1938 fue, en todas las latitudes, un año de vertiginosa ofensiva del nazismo con la pasividad cómplice de buena parte de Occidente.

El 13 de marzo de ese año, la Alemania de Hitler anexaba Austria sin que ningún Estado protestara. Y, seis meses después, a fines de septiembre, las potencias del oeste europeo, en la reunión claudicante de Munich y en plena etapa de apaciguamiento suicida, con el impulso activo de la Francia de Daladier y la Inglaterra de Chamberlain, le regalaban a Hitler la región checoslovaca de los Sudetes.

Había euforia en Berlín. Los judíos extranjeros eran deportados en masa y los nacidos en Alemania sufrían cada vez más persecuciones.

Los diarios alemanes, como Der Angrif (El Ataque), hablaban de la “derrota del comunismo y de sus patrones del judaísmo internacional”.

Era el avance del hitlerismo y nadie hacía nada. Hoy lo llamaríamos impunidad.

En Francia vivía refugiado un joven obrero judío polaco llamado Herszel Grinszpan. Tenía 17 años. Sus familiares habían sido expulsados de Alemania a Polonia. Su padre le escribió a París el 31 de octubre desde el campamento de refugiados de Sbonszyn, en la frontera polaco-alemana. Allí, en esa carta, trazaba una rigurosa descripción de las condiciones miserables en las que vivía con otros judíos: “Solamente tenemos lo que llevamos puesto. No conocemos otra cosa que la humillación. La muerte parece algo inmediato”.

En ese clima, Herszel Grinszpan, angustiado por la creciente hostilidad antijudía, decidió hacer algo para despertar la atención del mundo. Y en la mañana del 7 de noviembre logró dispararle a Van Rath, uno de los diplomáticos de la embajada alemana.

Lo que sucedió después es muy conocido y entró en la historia bajo la simplificada denominación de Kristallnacht (La Noche de los Cristales).

Los alemanes, que ya tenían minuciosamente preparado el pogrom de antemano, tomaron este acto justiciero del joven Grinszpan como pretexto para desencadenar sus matanzas. En una sola noche las tropas de asalto SS mataron unos doscientos judíos y más de 30.000 fueron enviados a la cárcel o a los campos de concentración que los alemanes habían puesto en funcionamiento prácticamente desde principios de la era nazi: Dachau, Buchenwald y Sachsenhausen. También fueron destruidos 191 templos.

Charles Papiernik, un judío francés que residió muchos años con su esposa en un departamento de la Avenida Angel Gallardo de Buenos Aires, que era sobreviviente de Auschwitz y cuyo libro autobiográfico, Una vida, vio la luz en 1997 bajo el sello de la editorial argentina Acervo Cultural, fue amigo de Herszel Grinszpan, en París, en 1938.
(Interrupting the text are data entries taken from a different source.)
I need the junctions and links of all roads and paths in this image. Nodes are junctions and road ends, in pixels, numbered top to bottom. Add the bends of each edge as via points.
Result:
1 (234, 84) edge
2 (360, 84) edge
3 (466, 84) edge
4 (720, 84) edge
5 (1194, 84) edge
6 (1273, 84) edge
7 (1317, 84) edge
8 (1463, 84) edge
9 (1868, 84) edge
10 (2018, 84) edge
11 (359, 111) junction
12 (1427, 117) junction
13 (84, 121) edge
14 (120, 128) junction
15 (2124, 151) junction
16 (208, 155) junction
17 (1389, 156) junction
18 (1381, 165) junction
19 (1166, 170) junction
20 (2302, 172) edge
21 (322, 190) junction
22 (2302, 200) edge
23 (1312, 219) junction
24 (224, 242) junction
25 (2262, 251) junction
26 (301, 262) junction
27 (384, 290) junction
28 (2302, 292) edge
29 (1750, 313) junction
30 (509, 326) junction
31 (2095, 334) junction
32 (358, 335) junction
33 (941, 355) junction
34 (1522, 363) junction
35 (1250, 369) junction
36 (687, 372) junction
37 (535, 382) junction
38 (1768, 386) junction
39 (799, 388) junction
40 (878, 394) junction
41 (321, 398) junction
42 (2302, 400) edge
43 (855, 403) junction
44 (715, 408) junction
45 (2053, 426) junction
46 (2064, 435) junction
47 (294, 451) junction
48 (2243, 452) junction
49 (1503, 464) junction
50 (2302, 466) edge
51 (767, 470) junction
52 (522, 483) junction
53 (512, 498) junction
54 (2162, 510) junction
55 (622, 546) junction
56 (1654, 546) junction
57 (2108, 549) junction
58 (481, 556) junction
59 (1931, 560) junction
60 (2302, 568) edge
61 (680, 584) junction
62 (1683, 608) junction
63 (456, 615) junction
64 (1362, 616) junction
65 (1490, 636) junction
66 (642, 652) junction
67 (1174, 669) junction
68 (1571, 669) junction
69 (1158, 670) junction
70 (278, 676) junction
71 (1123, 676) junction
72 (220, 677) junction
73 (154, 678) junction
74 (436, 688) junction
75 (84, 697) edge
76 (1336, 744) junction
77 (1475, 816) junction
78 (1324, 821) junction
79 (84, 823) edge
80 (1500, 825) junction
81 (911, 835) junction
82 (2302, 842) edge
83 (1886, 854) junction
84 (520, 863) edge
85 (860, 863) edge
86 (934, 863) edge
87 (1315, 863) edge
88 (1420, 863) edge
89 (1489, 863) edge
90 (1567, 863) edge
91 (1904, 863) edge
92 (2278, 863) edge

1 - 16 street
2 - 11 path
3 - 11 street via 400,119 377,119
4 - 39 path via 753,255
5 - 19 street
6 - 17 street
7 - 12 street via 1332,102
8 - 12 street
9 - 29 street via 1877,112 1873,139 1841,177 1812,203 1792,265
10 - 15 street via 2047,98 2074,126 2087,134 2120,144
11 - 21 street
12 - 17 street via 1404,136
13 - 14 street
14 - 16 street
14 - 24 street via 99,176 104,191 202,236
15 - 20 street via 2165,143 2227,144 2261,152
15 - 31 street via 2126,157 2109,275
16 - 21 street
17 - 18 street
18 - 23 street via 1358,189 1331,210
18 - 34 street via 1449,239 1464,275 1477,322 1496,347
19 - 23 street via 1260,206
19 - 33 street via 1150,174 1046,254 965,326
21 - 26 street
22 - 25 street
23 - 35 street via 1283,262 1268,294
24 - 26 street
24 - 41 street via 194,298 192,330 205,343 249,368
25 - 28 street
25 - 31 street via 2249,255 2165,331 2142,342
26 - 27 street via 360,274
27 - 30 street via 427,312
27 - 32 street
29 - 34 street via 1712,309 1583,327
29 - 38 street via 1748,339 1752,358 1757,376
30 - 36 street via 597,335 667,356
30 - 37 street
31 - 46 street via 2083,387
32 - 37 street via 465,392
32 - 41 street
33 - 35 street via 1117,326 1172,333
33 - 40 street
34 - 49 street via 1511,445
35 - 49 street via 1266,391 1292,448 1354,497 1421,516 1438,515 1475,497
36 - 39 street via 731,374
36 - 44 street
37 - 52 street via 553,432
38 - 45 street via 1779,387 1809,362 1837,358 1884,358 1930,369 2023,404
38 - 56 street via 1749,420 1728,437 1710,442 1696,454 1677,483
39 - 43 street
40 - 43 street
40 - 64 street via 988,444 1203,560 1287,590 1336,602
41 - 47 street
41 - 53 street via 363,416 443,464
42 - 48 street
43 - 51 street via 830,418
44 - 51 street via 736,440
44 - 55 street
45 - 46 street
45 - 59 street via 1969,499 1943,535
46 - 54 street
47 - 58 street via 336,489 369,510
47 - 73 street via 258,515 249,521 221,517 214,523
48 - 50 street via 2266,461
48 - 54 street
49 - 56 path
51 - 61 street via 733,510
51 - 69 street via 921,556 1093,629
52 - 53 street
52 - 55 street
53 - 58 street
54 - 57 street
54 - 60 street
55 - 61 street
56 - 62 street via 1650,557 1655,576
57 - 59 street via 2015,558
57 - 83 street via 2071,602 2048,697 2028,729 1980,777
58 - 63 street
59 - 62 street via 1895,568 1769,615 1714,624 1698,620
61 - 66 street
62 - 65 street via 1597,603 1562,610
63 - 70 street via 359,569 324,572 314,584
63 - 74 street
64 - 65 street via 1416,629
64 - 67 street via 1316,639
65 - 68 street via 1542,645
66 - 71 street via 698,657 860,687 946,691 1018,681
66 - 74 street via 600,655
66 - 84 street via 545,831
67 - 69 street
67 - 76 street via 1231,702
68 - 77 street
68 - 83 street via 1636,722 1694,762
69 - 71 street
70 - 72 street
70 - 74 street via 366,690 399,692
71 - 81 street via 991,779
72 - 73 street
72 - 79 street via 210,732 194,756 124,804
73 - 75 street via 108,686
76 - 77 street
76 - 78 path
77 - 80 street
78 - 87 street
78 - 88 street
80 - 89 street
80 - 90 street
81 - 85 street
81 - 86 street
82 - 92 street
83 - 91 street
Ambos militaban en la Juventud Socialista. Y, tal como lo relata Papiernik en su libro, los domingos a la mañana salían juntos a vender Le Populaire, órgano central del Partido Socialista francés, y a recaudar fondos para enviarlos a los combatientes antifascistas de la España Republicana.

Papiernik, durante la entrevista radial que le efectuara en 1998, calificó a Grinszpan como “un héroe que peleó por todos nosotros y que hizo lo que tenía que hacer en una circunstancia en la que no había demasiadas opciones”.

Pero hace 75 años pensaban distinto. En todas las publicaciones, archivos, hemerotecas y demás fuentes consultadas, encontré que la inmensa mayoría de las voces que se levantaron entonces desde el liderazgo judío fue para repudiar a Grinszpan o para calificarlo de “irresponsable”.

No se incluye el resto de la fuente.